## PROBLEM STATEMENT
Report back each line of the data that contains the word "Lorong".

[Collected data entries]
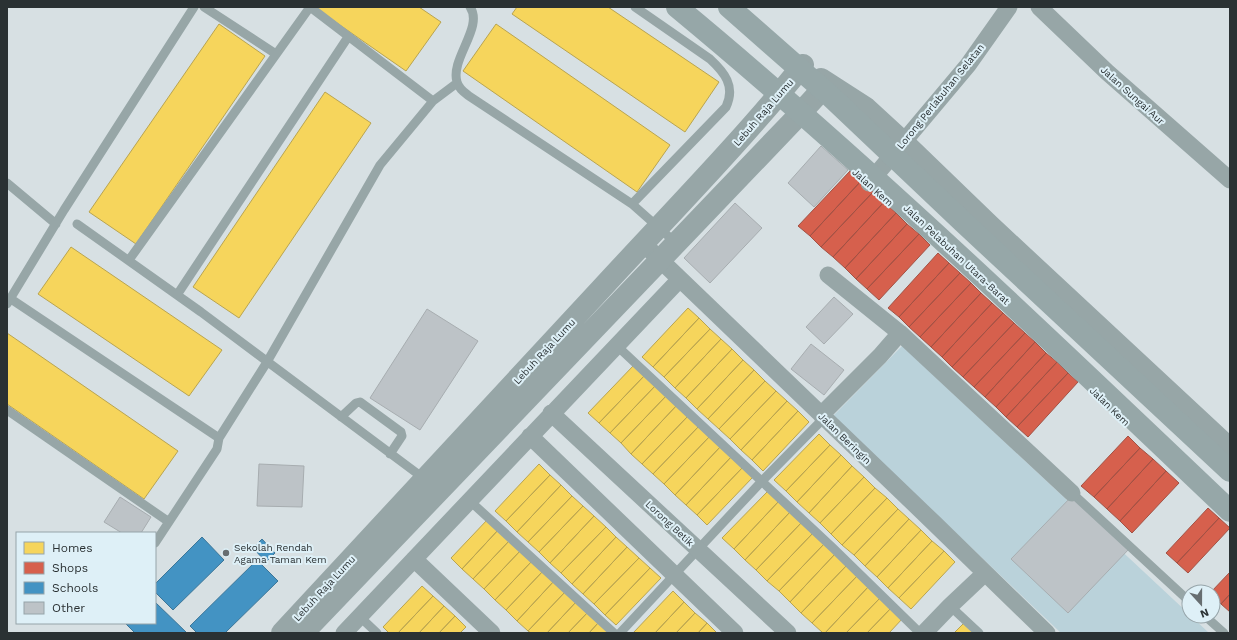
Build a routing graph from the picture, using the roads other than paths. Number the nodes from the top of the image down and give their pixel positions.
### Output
1 (194, 7) edge
2 (204, 7) edge
3 (470, 7) edge
4 (635, 7) edge
5 (667, 7) edge
6 (677, 7) edge
7 (729, 7) edge
8 (742, 7) edge
9 (1009, 7) edge
10 (1040, 7) edge
11 (348, 36) junction
12 (276, 54) junction
13 (803, 65) junction
14 (457, 83) junction
15 (827, 84) junction
16 (775, 100) junction
17 (433, 101) junction
18 (796, 118) junction
19 (903, 142) junction
20 (1230, 180) edge
21 (7, 183) edge
22 (869, 183) junction
23 (632, 204) junction
24 (56, 224) junction
25 (77, 224) dead end
26 (659, 227) junction
27 (643, 243) junction
28 (676, 243) junction
29 (129, 260) junction
30 (660, 260) junction
31 (828, 275) dead end
32 (680, 279) junction
33 (177, 295) junction
34 (9, 302) edge
35 (900, 333) junction
36 (616, 345) junction
37 (267, 362) junction
38 (7, 410) edge
39 (551, 413) junction
40 (822, 416) junction
41 (341, 417) junction
42 (530, 436) junction
43 (219, 438) junction
44 (1230, 449) edge
45 (390, 454) junction
46 (1230, 471) edge
47 (761, 482) junction
48 (432, 485) junction
49 (1072, 493) joint
50 (470, 501) junction
51 (1230, 511) edge
52 (1230, 520) edge
53 (169, 522) junction
54 (156, 542) edge
55 (698, 549) junction
56 (414, 559) junction
57 (985, 573) junction
58 (674, 575) junction
59 (1181, 594) edge
60 (950, 606) junction
61 (359, 616) junction
62 (1214, 624) edge
63 (282, 633) edge
64 (303, 633) edge
65 (344, 633) edge
66 (377, 633) edge
67 (492, 633) edge
68 (614, 633) edge
69 (620, 633) edge
70 (735, 633) edge
71 (788, 633) edge
72 (920, 633) edge
73 (924, 633) edge
74 (979, 633) edge
75 (1047, 633) edge
76 (1224, 633) edge

1 - 24 lane
2 - 12 lane
3 - 14 lane
4 - 23 lane
5 - 16 street, Jalan Kem
6 - 51 main road, Jalan Pelabuhan Utara-Barat
7 - 46 main road
8 - 13 street
9 - 19 street, Lorong Perlabuhan Selatan
10 - 20 street, Jalan Sungai Aur
11 - 12 lane
11 - 17 lane
11 - 33 lane
12 - 29 lane
13 - 15 street
13 - 16 street, Lebuh Raja Lumu
14 - 17 lane
14 - 23 lane
15 - 18 street, Lebuh Raja Lumu
15 - 19 street
16 - 18 street, Jalan Kem
16 - 26 street, Lebuh Raja Lumu
17 - 37 lane
18 - 22 street, Jalan Kem
18 - 28 street, Lebuh Raja Lumu
19 - 22 street, Lorong Perlabuhan Selatan
19 - 44 street
21 - 24 lane
22 - 52 street, Jalan Kem
23 - 26 lane
24 - 34 lane
25 - 29 lane
26 - 27 street, Lebuh Raja Lumu
26 - 28 lane
27 - 30 street, Jalan Beringin
27 - 48 street, Lebuh Raja Lumu
28 - 30 street, Lebuh Raja Lumu
29 - 33 lane
30 - 32 street, Jalan Beringin
30 - 48 street, Lebuh Raja Lumu
31 - 35 street
32 - 36 street
32 - 40 street, Jalan Beringin
33 - 37 lane
34 - 43 lane
35 - 40 street
35 - 49 street
36 - 39 street
36 - 47 lane
37 - 41 lane
37 - 43 lane
38 - 53 lane
39 - 42 street
39 - 55 street, Lorong Betik
40 - 47 lane
40 - 57 street, Jalan Beringin
41 - 45 lane
41 - 45 lane
42 - 50 street
42 - 58 street
43 - 53 lane
45 - 48 lane
47 - 55 lane
47 - 72 lane
48 - 63 street, Lebuh Raja Lumu
48 - 64 street, Lebuh Raja Lumu
49 - 59 lane
50 - 56 street
50 - 68 lane
53 - 54 lane
55 - 58 lane
55 - 71 street, Lorong Betik
56 - 61 street
56 - 67 street
57 - 60 street
57 - 75 street, Jalan Beringin
58 - 69 lane
58 - 70 street
60 - 73 street
60 - 74 lane
61 - 65 street
61 - 66 lane
62 - 76 lane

## OUTPUT
9 - 19 street, Lorong Perlabuhan Selatan
19 - 22 street, Lorong Perlabuhan Selatan
39 - 55 street, Lorong Betik
55 - 71 street, Lorong Betik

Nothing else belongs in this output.